Weekly Market Recap – January 22, 2024

Weekly Market Recap – January 22, 2024

The Markets (as of market close January 19, 2024)

Wall Street closed the holiday-shortened week generally higher, with each of the benchmark indexes listed here posting gains, except for the Russell 2000 and the Global Dow. The surge in stocks was driven primarily by information technology and communication services, with chip makers leading the charge. Other than financials, which ticked up marginally higher, the remaining market sectors ended the week in the red. Following December’s surge, investors became pensive about stocks to begin the new year after expectations of an impending interest rate cut waned. However, favorable economic news helped bolster confidence in equities, at least for the time being. Long-term bond prices faded, pushing yields higher, as good economic news, particularly in the labor sector, supported the Federal Reserve’s inclination to keep rates higher for longer.

Eye on the Week Ahead

Reports focusing on several different sectors of the economy are available this week. The manufacturing sector is represented by the report on durable goods orders for December. New orders for durable goods rose 5.4% in November. The latest information on sales of new single-family homes is out this week. Sales fell 12.2% in November and look to rebound in December. The advance estimate of gross domestic product for the fourth quarter of 2023 is out this week. GDP expanded at an annualized rate of 4.9% in the third quarter. The report on personal income and expenditures for December is released this week. This report includes the personal consumption expenditures price index, a key inflation guide for the Federal Reserve. The PCE price index slid 0.1% in November. However, other inflation indicators increased in December, and it is likely that the PCE price index will follow suit.

Data sources: Economic: Based on data from U.S. Bureau of Labor Statistics (unemployment, inflation); U.S. Department of Commerce (GDP, corporate profits, retail sales, housing); S&P/Case-Shiller 20-City Composite Index (home prices); Institute for Supply Management (manufacturing/services). Performance: Based on data reported in WSJ Market Data Center (indexes); U.S. Treasury (Treasury yields); U.S. Energy Information Administration/Bloomberg.com Market Data (oil spot price, WTI, Cushing, OK); www.goldprice.org (spot gold/silver); Oanda/FX Street (currency exchange rates).
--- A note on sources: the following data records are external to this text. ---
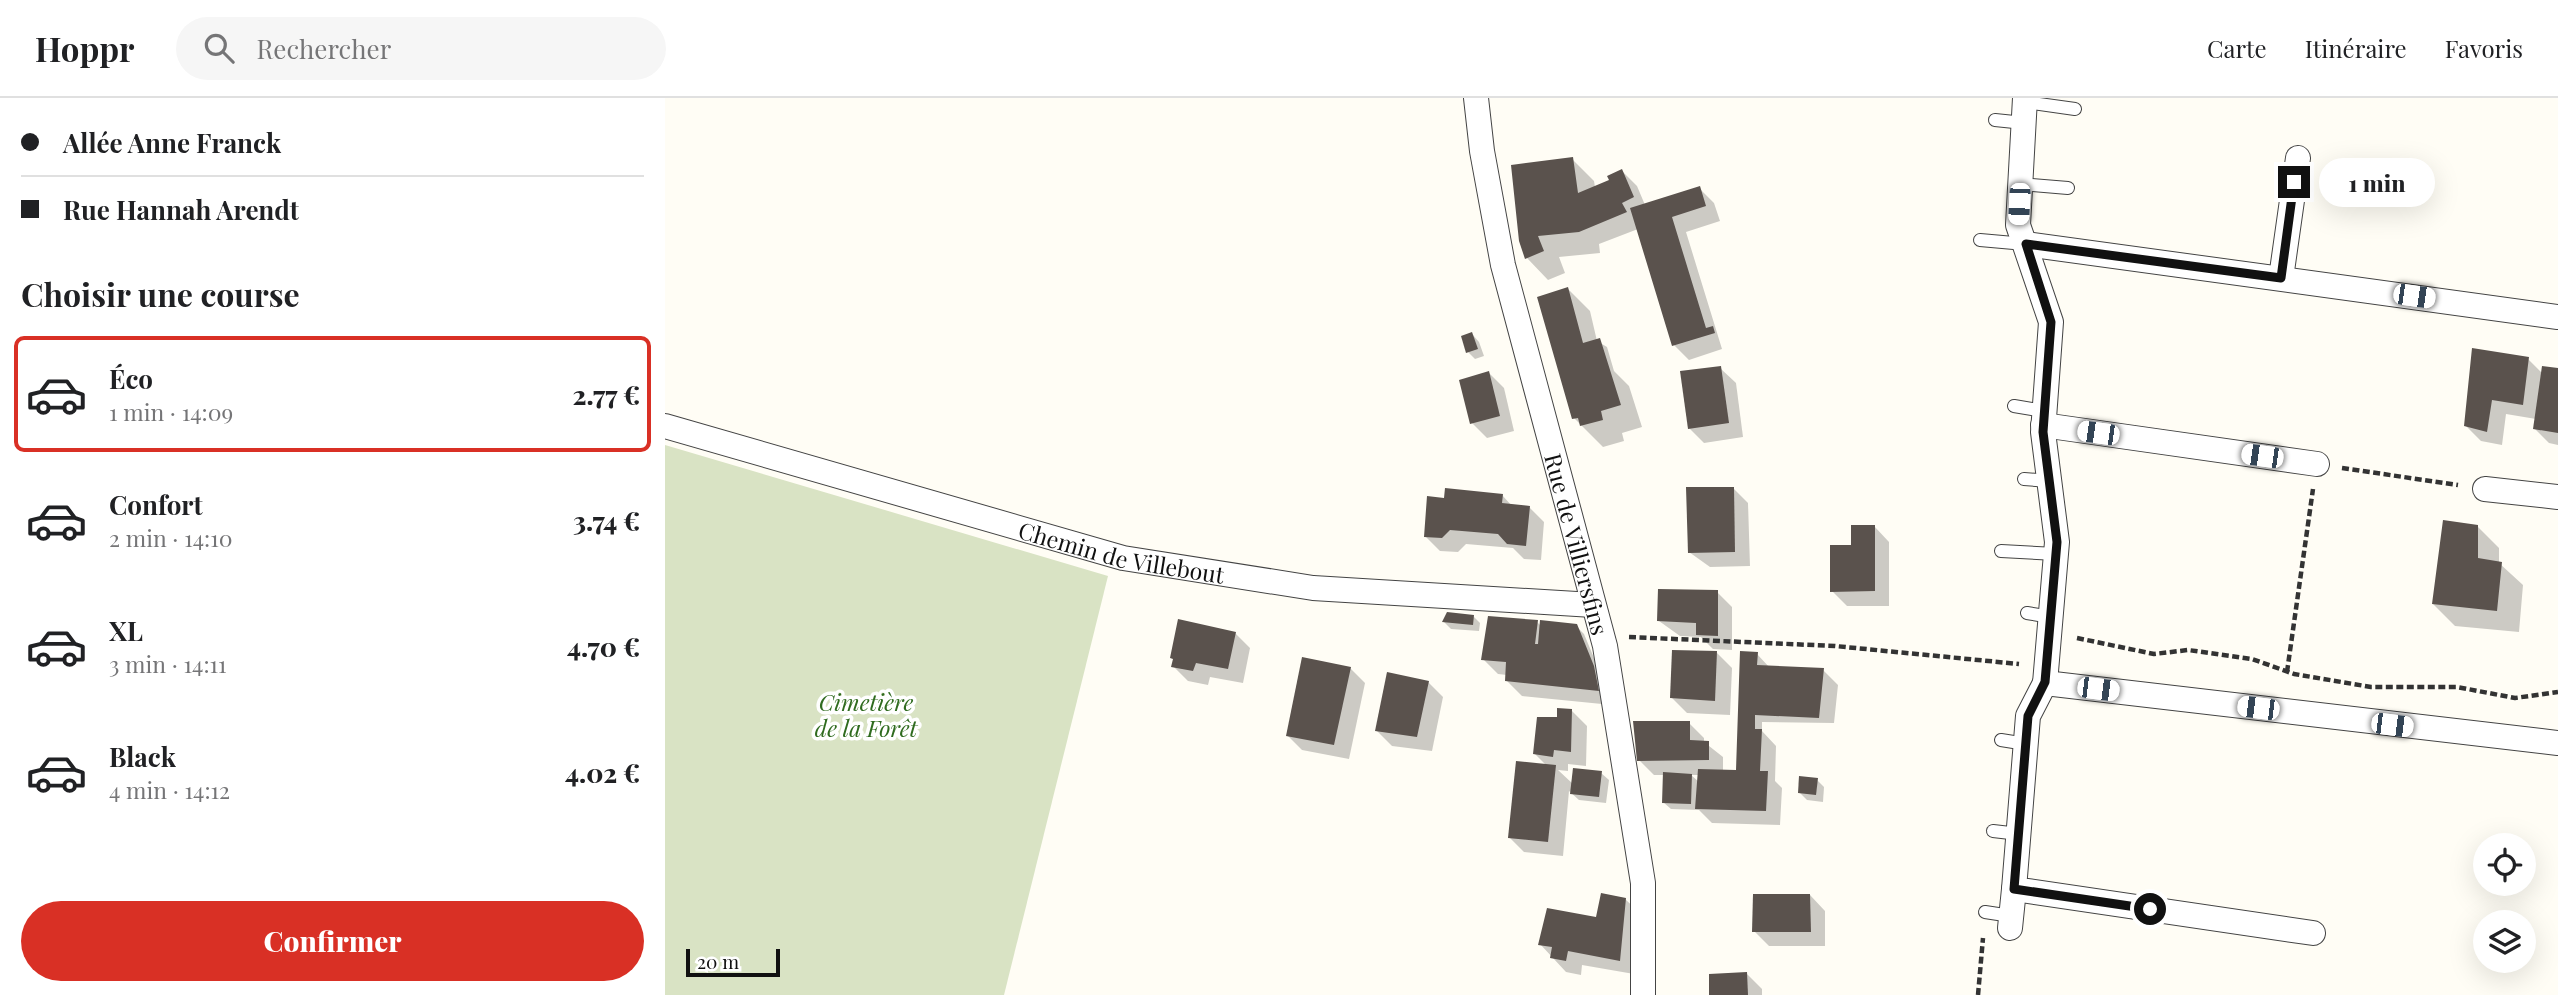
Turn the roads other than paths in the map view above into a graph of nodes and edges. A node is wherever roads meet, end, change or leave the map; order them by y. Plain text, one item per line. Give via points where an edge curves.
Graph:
1 (1476, 98) edge
2 (2025, 108) edge
3 (2075, 109) dead end
4 (1995, 120) dead end
5 (2298, 158) dead end
6 (2020, 184) junction
7 (2068, 188) dead end
8 (1980, 240) dead end
9 (2026, 244) junction
10 (2281, 278) junction
11 (2558, 317) edge
12 (2014, 406) dead end
13 (2044, 418) junction
14 (665, 426) edge
15 (2317, 464) road end
16 (2024, 479) dead end
17 (2049, 481) junction
18 (2485, 489) road end
19 (2558, 497) edge
20 (2001, 551) dead end
21 (2056, 554) junction
22 (1593, 605) junction
23 (2045, 682) junction
24 (2001, 740) dead end
25 (2558, 743) edge
26 (2026, 744) junction
27 (1993, 831) dead end
28 (2019, 834) junction
29 (2014, 889) junction
30 (1985, 912) road end
31 (2010, 922) joint
32 (2313, 933) dead end
33 (1643, 995) edge

1 - 22 street, Rue de Villiersfins via 1503,265
2 - 3 lane
2 - 4 lane
2 - 6 street
5 - 10 street
6 - 7 lane
6 - 9 street via 2018,225
8 - 9 lane
9 - 10 street
9 - 13 street via 2051,322
10 - 11 street
12 - 13 lane
13 - 15 street
13 - 17 street
14 - 22 street, Chemin de Villebout via 1123,558 1313,588
16 - 17 lane
17 - 21 street
18 - 19 street
20 - 21 lane
21 - 23 street via 2039,615
22 - 33 street, Rue de Villiersfins via 1605,646 1643,883
23 - 25 street
23 - 26 street via 2028,716
24 - 26 lane
26 - 28 street
27 - 28 lane
28 - 29 street
29 - 31 street
29 - 32 street
30 - 31 lane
News items are based on reports from multiple commonly available international news sources (i.e., wire services) and are independently verified when necessary with secondary sources such as government agencies, corporate press releases, or trade organizations. All information is based on sources deemed reliable, but no warranty or guarantee is made as to its accuracy or completeness. Neither the information nor any opinion expressed herein constitutes a solicitation for the purchase or sale of any securities, and should not be relied on as financial advice. Forecasts are based on current conditions, subject to change, and may not come to pass. U.S. Treasury securities are guaranteed by the federal government as to the timely payment of principal and interest. The principal value of Treasury securities and other bonds fluctuates with market conditions. Bonds are subject to inflation, interest-rate, and credit risks. As interest rates rise, bond prices typically fall. A bond sold or redeemed prior to maturity may be subject to loss. Past performance is no guarantee of future results. All investing involves risk, including the potential loss of principal, and there can be no guarantee that any investing strategy will be successful.
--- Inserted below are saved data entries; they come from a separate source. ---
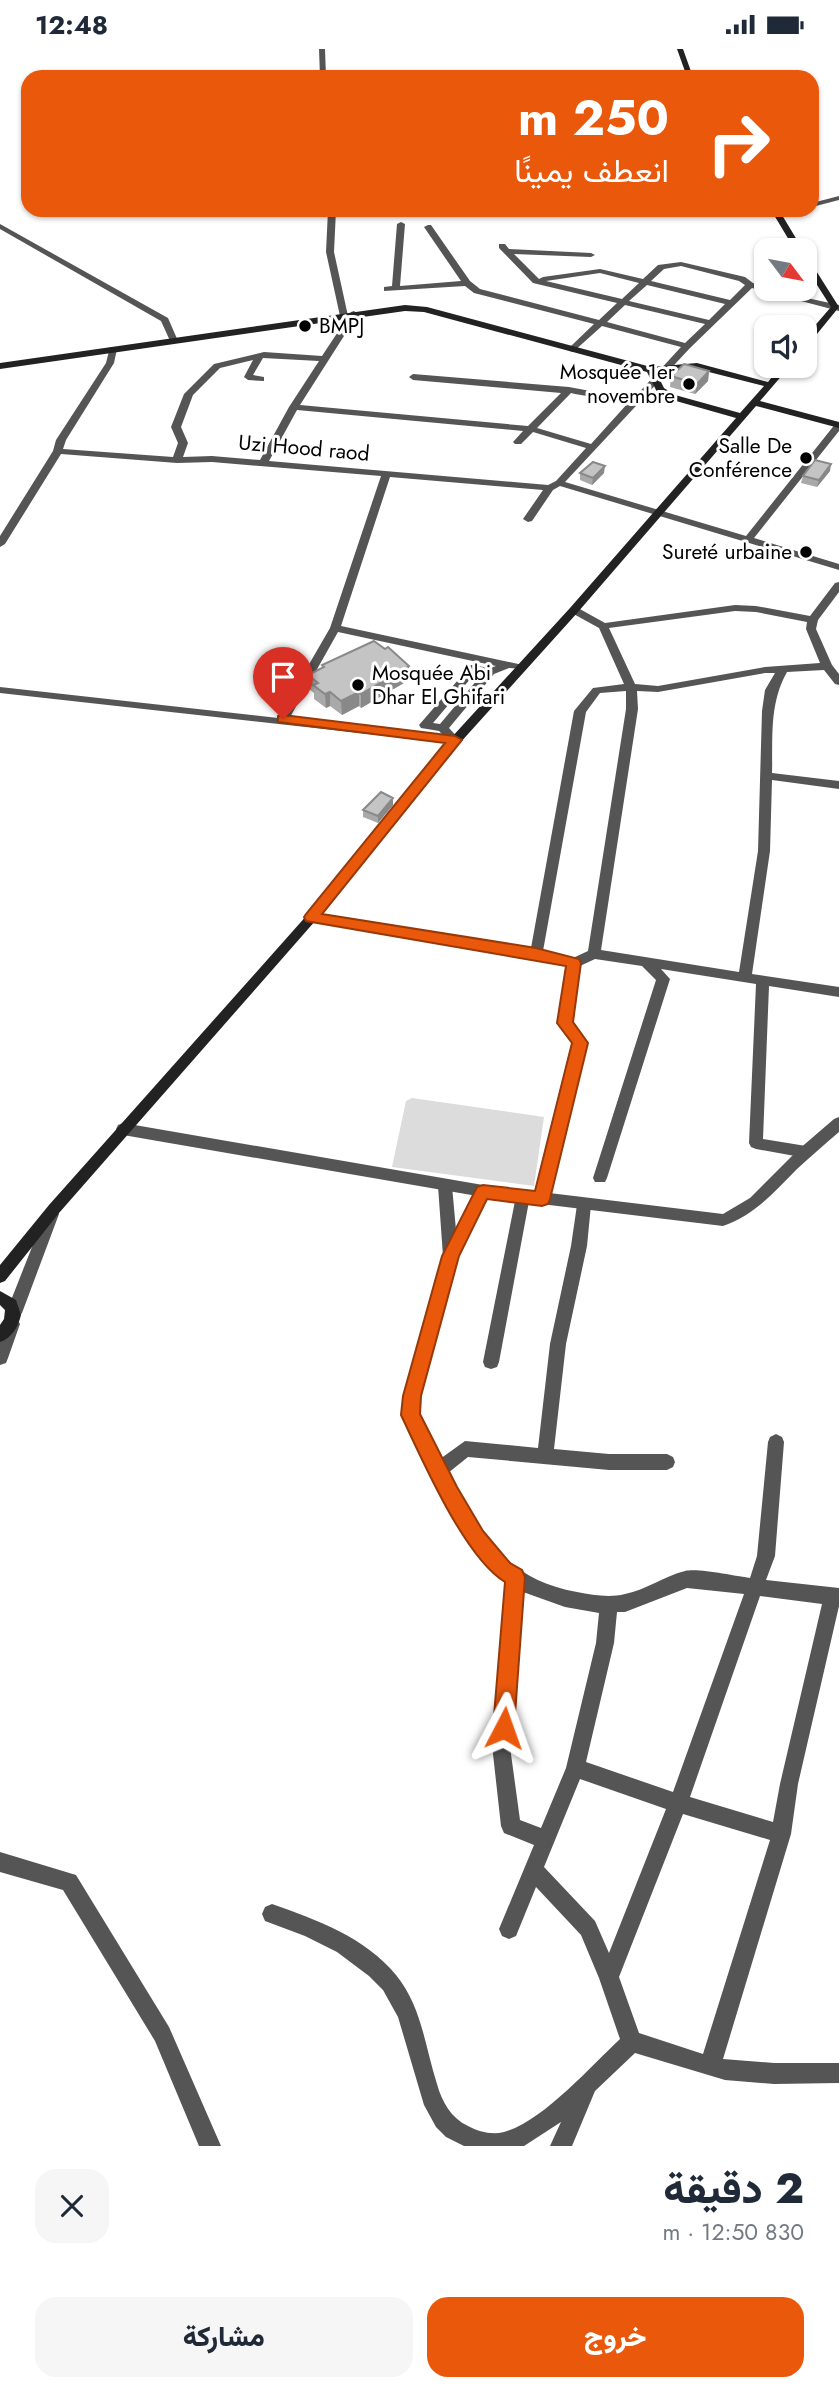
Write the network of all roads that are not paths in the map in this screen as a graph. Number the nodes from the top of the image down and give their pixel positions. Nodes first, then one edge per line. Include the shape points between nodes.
1 (322, 49) edge
2 (680, 49) edge
3 (323, 70) edge
4 (688, 70) edge
5 (839, 198) edge
6 (819, 203) edge
7 (331, 217) edge
8 (778, 217) edge
9 (401, 224) dead end
10 (0, 226) edge
11 (428, 227) dead end
12 (792, 238) edge
13 (591, 255) dead end
14 (817, 278) edge
15 (535, 280) junction
16 (645, 282) junction
17 (467, 283) junction
18 (750, 285) junction
19 (624, 302) junction
20 (730, 303) junction
21 (837, 308) edge
22 (349, 315) junction
23 (710, 323) junction
24 (601, 324) junction
25 (817, 330) edge
26 (174, 341) junction
27 (687, 346) junction
28 (113, 349) junction
29 (573, 349) junction
30 (258, 357) junction
31 (324, 359) junction
32 (0, 366) edge
33 (669, 367) junction
34 (651, 370) junction
35 (413, 377) dead end
36 (776, 378) edge
37 (261, 379) dead end
38 (656, 381) junction
39 (770, 385) junction
40 (569, 390) junction
41 (636, 402) junction
42 (756, 403) junction
43 (294, 407) junction
44 (744, 417) junction
45 (839, 425) edge
46 (531, 429) junction
47 (519, 442) dead end
48 (592, 447) junction
49 (58, 451) junction
50 (177, 460) junction
51 (263, 464) junction
52 (386, 475) junction
53 (554, 485) junction
54 (659, 514) junction
55 (528, 519) dead end
56 (747, 541) junction
57 (0, 544) edge
58 (837, 563) edge
59 (839, 585) edge
60 (575, 610) junction
61 (813, 620) junction
62 (603, 626) junction
63 (335, 628) junction
64 (514, 666) junction
65 (827, 666) junction
66 (783, 669) junction
67 (490, 672) junction
68 (839, 682) edge
69 (631, 687) junction
70 (0, 690) edge
71 (283, 719) junction
72 (443, 728) junction
73 (455, 740) junction
74 (767, 776) junction
75 (839, 785) edge
76 (312, 917) junction
77 (536, 954) junction
78 (594, 954) junction
79 (574, 963) junction
80 (646, 963) junction
81 (745, 978) junction
82 (763, 981) junction
83 (839, 992) edge
84 (839, 1122) edge
85 (123, 1129) junction
86 (806, 1151) junction
87 (600, 1178) dead end
88 (444, 1186) junction
89 (483, 1191) junction
90 (523, 1196) junction
91 (542, 1199) junction
92 (584, 1205) junction
93 (54, 1209) junction
94 (450, 1256) junction
95 (0, 1276) edge
96 (0, 1298) edge
97 (9, 1324) edge
98 (0, 1357) edge
99 (491, 1362) dead end
100 (776, 1442) dead end
101 (545, 1455) junction
102 (667, 1462) dead end
103 (438, 1471) junction
104 (515, 1577) junction
105 (754, 1587) junction
106 (836, 1597) edge
107 (609, 1604) junction
108 (575, 1768) junction
109 (678, 1803) junction
110 (781, 1834) junction
111 (546, 1840) junction
112 (0, 1862) edge
113 (534, 1871) junction
114 (272, 1914) dead end
115 (509, 1929) dead end
116 (609, 1977) junction
117 (632, 2042) junction
118 (710, 2066) junction
119 (839, 2073) edge
120 (590, 2080) junction
121 (210, 2146) edge
122 (561, 2146) edge

1 - 3 street
2 - 4 main road
5 - 6 street
7 - 22 street via 330,253
8 - 12 main road
9 - 17 street via 392,289
10 - 26 street via 166,320
11 - 17 street
13 - 15 street via 505,249
14 - 21 main road
15 - 16 street via 600,271
15 - 19 street
16 - 18 street via 661,267 673,264 742,279
16 - 19 street
16 - 20 street
17 - 24 street via 477,291
18 - 20 street
18 - 21 street
19 - 23 street
19 - 24 street
20 - 23 street
21 - 25 main road
22 - 26 main road
22 - 29 main road via 424,309
22 - 31 street
23 - 27 street
24 - 27 street
24 - 29 street
26 - 28 main road
27 - 33 street
28 - 32 main road
28 - 49 street via 96,389
29 - 34 main road
30 - 31 street
30 - 37 street via 248,377
30 - 50 street via 217,366 189,394 176,427 183,443
31 - 43 street
33 - 34 main road
33 - 38 street
33 - 39 main road via 697,366
34 - 38 main road
35 - 40 street
36 - 39 main road
38 - 41 street
38 - 44 main road via 660,390 672,397
39 - 42 main road
40 - 41 street
40 - 46 street
41 - 48 street
42 - 44 main road
42 - 45 main road
43 - 46 street
43 - 51 street
44 - 54 main road
45 - 56 street
46 - 47 street
46 - 48 street
48 - 53 street
49 - 50 street, Uzi Hood raod
49 - 57 street
50 - 51 street, Uzi Hood raod
51 - 52 street, Uzi Hood raod
52 - 53 street, Uzi Hood raod
52 - 63 street
53 - 54 street, Uzi Hood raod
53 - 55 street
54 - 56 street, Uzi Hood raod
54 - 60 main road
56 - 58 street, Uzi Hood raod
59 - 61 street
60 - 62 street
60 - 64 main road
61 - 62 street via 735,607
61 - 65 street via 811,629
62 - 69 street
63 - 64 street
63 - 71 street
64 - 67 street
64 - 73 main road
65 - 66 street
65 - 68 street
66 - 69 street via 658,689
66 - 74 street via 771,690
67 - 72 street
67 - 72 street via 475,667 425,725
69 - 77 street via 597,690 580,711
69 - 78 street via 632,709
70 - 71 street
71 - 73 street
72 - 73 street
73 - 76 main road
74 - 75 street
74 - 81 street via 764,851
76 - 77 street
76 - 85 main road
77 - 79 street
78 - 79 street
78 - 80 street
79 - 91 street via 565,1023 580,1043
80 - 81 street
80 - 87 street via 663,979
81 - 82 street
82 - 83 street
82 - 86 street via 756,1143
84 - 86 street
85 - 88 street
85 - 93 main road
86 - 92 street via 741,1214 723,1220
88 - 89 street
88 - 94 street
89 - 90 street
89 - 94 street
90 - 91 street
90 - 99 street
91 - 92 street
92 - 101 street via 558,1344
93 - 95 main road
93 - 97 street
94 - 103 street via 412,1396 411,1415
96 - 97 main road via 10,1303
97 - 98 street
100 - 105 street via 766,1556
101 - 102 street
101 - 103 street via 465,1448
103 - 104 street via 476,1538 503,1570
104 - 107 street via 565,1598
104 - 111 street via 502,1754 511,1826
105 - 106 street
105 - 107 street via 687,1579 625,1603
105 - 109 street
106 - 110 street via 789,1784
107 - 108 street via 605,1643
108 - 109 street
108 - 111 street
109 - 110 street
109 - 116 street
110 - 118 street
111 - 113 street
112 - 121 street via 69,1882 162,2034
113 - 115 street
113 - 116 street via 587,1928
114 - 120 street via 342,1943 376,1968 401,1999 436,2108 449,2129 476,2141 501,2144 522,2137
116 - 117 street
117 - 118 street
117 - 120 street
118 - 119 street
120 - 122 street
The Dow Jones Industrial Average (DJIA) is a price-weighted index composed of 30 widely traded blue-chip U.S. common stocks. The S&P 500 is a market-cap weighted index composed of the common stocks of 500 largest, publicly traded companies in leading industries of the U.S. economy. The NASDAQ Composite Index is a market-value weighted index of all common stocks listed on the NASDAQ stock exchange. The Russell 2000 is a market-cap weighted index composed of 2,000 U.S. small-cap common stocks. The Global Dow is an equally weighted index of 150 widely traded blue-chip common stocks worldwide. The U.S. Dollar Index is a geometrically weighted index of the value of the U.S. dollar relative to six foreign currencies. Market indexes listed are unmanaged and are not available for direct investment.